## WORK TASK
Below are the records. Gather each line that holds "rows".

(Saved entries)
++++++++++
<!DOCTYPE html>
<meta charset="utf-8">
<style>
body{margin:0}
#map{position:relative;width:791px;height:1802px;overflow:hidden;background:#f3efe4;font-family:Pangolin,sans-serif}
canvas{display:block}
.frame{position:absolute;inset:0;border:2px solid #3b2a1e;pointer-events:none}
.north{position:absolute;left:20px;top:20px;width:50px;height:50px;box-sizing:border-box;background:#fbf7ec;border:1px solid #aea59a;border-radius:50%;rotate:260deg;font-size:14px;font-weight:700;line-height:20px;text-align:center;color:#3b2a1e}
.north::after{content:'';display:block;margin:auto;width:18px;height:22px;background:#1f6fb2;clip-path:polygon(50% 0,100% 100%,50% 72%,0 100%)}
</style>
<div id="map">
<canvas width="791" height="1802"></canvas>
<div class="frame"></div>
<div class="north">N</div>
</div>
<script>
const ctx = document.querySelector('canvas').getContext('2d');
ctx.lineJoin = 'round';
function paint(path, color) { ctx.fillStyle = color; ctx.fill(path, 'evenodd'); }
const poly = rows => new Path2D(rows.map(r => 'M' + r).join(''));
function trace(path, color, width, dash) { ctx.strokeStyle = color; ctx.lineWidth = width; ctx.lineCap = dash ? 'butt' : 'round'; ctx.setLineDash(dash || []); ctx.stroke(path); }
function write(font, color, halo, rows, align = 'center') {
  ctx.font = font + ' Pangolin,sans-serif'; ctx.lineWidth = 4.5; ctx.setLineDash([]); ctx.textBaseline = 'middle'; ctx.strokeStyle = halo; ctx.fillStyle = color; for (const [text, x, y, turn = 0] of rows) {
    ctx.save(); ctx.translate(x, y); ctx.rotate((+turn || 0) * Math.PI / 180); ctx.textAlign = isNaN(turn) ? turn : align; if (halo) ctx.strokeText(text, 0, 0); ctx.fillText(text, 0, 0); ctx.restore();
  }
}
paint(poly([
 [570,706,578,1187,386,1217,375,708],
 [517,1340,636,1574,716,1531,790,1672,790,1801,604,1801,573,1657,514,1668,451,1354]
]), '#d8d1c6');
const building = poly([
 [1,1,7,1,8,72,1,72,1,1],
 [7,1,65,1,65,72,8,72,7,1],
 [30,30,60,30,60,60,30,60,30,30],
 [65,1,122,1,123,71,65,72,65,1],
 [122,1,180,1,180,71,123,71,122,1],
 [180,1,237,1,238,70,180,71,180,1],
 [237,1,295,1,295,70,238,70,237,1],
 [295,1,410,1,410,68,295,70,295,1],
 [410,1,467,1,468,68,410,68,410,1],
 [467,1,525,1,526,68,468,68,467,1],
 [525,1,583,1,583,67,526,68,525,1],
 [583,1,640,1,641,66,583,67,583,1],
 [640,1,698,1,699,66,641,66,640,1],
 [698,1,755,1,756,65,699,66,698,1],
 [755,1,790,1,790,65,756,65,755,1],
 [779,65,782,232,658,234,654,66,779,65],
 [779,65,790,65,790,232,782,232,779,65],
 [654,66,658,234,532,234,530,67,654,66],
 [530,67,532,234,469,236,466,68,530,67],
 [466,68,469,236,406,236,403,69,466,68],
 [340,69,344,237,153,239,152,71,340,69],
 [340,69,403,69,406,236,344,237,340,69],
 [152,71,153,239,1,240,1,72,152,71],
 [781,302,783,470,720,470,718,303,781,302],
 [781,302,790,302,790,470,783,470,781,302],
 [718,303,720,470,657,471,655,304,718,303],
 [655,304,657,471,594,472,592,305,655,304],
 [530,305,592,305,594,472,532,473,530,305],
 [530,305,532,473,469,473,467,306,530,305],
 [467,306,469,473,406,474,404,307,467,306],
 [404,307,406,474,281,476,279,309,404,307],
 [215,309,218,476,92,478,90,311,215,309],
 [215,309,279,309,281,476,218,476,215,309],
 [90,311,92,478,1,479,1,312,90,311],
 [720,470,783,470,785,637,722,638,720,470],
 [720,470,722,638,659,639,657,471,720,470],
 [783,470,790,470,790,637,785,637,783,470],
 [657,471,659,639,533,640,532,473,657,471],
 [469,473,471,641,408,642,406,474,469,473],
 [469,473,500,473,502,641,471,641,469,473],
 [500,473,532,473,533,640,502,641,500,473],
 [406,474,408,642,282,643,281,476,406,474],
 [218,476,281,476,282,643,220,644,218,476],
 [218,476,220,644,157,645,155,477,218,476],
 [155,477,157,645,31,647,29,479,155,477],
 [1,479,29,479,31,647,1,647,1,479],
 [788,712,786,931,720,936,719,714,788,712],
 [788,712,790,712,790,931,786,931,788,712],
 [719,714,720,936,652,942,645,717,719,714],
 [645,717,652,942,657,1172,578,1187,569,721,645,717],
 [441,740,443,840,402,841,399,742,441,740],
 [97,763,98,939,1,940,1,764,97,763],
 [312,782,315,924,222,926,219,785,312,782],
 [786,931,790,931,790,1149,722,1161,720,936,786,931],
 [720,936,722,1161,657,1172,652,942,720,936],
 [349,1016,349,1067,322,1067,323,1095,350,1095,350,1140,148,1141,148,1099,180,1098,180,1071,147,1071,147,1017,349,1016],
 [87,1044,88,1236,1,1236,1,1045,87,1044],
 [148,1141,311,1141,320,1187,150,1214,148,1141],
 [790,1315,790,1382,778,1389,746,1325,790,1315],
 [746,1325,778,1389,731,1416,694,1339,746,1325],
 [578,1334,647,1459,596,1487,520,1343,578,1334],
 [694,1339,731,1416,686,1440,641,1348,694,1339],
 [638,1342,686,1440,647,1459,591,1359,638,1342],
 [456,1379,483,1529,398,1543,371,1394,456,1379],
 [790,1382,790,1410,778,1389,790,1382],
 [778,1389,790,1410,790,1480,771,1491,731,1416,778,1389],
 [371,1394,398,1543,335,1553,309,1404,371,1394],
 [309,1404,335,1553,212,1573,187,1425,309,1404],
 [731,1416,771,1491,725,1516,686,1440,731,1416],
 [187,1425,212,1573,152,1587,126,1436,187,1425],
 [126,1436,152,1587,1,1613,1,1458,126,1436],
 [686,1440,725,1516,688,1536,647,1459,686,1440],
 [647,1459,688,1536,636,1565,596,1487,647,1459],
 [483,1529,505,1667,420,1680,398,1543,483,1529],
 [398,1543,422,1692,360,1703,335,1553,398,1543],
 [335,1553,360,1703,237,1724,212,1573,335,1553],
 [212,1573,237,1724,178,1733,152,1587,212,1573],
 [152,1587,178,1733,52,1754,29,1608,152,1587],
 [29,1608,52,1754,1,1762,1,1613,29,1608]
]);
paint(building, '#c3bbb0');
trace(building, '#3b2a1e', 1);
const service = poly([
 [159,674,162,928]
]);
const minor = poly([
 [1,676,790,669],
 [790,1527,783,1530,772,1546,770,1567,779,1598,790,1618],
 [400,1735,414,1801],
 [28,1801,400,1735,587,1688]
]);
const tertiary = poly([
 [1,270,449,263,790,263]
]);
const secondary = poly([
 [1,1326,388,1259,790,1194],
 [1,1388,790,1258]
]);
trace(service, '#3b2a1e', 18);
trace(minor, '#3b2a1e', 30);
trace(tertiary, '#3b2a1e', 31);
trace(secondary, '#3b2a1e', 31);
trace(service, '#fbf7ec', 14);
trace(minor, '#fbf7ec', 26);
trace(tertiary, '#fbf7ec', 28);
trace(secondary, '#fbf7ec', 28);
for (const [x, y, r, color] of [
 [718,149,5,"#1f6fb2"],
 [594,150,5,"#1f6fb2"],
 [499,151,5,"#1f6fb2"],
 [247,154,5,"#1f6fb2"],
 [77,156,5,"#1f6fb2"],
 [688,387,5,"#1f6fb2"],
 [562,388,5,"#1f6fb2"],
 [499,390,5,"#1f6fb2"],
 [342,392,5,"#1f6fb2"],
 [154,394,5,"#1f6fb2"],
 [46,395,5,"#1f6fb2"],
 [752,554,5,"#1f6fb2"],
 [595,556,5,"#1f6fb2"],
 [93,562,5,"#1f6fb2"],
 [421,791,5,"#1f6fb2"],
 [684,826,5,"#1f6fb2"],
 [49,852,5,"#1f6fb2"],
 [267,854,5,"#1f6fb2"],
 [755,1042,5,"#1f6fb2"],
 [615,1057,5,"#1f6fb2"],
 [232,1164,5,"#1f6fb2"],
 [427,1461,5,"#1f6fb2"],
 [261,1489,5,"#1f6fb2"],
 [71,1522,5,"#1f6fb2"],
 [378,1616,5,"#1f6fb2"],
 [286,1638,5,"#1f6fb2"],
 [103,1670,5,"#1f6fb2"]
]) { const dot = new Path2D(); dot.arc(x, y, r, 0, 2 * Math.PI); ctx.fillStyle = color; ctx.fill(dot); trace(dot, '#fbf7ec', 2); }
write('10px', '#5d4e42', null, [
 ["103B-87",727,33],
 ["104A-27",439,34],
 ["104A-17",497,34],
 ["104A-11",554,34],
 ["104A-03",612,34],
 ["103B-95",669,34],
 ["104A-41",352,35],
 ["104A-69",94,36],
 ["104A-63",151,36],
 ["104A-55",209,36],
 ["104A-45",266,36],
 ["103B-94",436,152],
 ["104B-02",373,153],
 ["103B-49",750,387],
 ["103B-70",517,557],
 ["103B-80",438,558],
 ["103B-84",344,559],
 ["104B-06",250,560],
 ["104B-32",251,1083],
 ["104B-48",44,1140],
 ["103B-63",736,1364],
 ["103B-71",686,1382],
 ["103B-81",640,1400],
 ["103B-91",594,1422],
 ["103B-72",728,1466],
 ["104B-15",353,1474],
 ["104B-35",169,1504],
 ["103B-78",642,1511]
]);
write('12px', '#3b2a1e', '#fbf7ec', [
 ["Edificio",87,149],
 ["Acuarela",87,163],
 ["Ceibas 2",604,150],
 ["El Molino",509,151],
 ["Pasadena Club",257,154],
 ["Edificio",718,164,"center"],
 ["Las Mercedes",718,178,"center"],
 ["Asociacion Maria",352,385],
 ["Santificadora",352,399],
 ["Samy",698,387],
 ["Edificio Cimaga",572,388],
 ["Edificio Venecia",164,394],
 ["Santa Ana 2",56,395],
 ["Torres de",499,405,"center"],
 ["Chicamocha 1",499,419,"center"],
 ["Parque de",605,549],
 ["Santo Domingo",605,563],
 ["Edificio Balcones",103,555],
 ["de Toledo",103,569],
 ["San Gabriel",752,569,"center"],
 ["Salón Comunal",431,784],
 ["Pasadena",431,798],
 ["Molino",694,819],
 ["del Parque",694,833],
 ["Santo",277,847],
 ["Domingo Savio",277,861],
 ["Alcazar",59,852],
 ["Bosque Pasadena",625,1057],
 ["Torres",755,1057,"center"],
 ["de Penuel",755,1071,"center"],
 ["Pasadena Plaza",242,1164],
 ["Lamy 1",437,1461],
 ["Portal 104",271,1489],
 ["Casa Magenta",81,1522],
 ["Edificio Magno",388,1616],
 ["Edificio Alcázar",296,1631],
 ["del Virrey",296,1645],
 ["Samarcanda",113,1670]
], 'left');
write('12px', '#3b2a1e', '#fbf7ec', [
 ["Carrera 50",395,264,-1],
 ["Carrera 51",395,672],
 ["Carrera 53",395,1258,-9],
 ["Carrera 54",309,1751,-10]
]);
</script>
++++++++++
## ANSWER TO THIS PROBLEM
const poly = rows => new Path2D(rows.map(r => 'M' + r).join(''));
function write(font, color, halo, rows, align = 'center') {
  ctx.font = font + ' Pangolin,sans-serif'; ctx.lineWidth = 4.5; ctx.setLineDash([]); ctx.textBaseline = 'middle'; ctx.strokeStyle = halo; ctx.fillStyle = color; for (const [text, x, y, turn = 0] of rows) {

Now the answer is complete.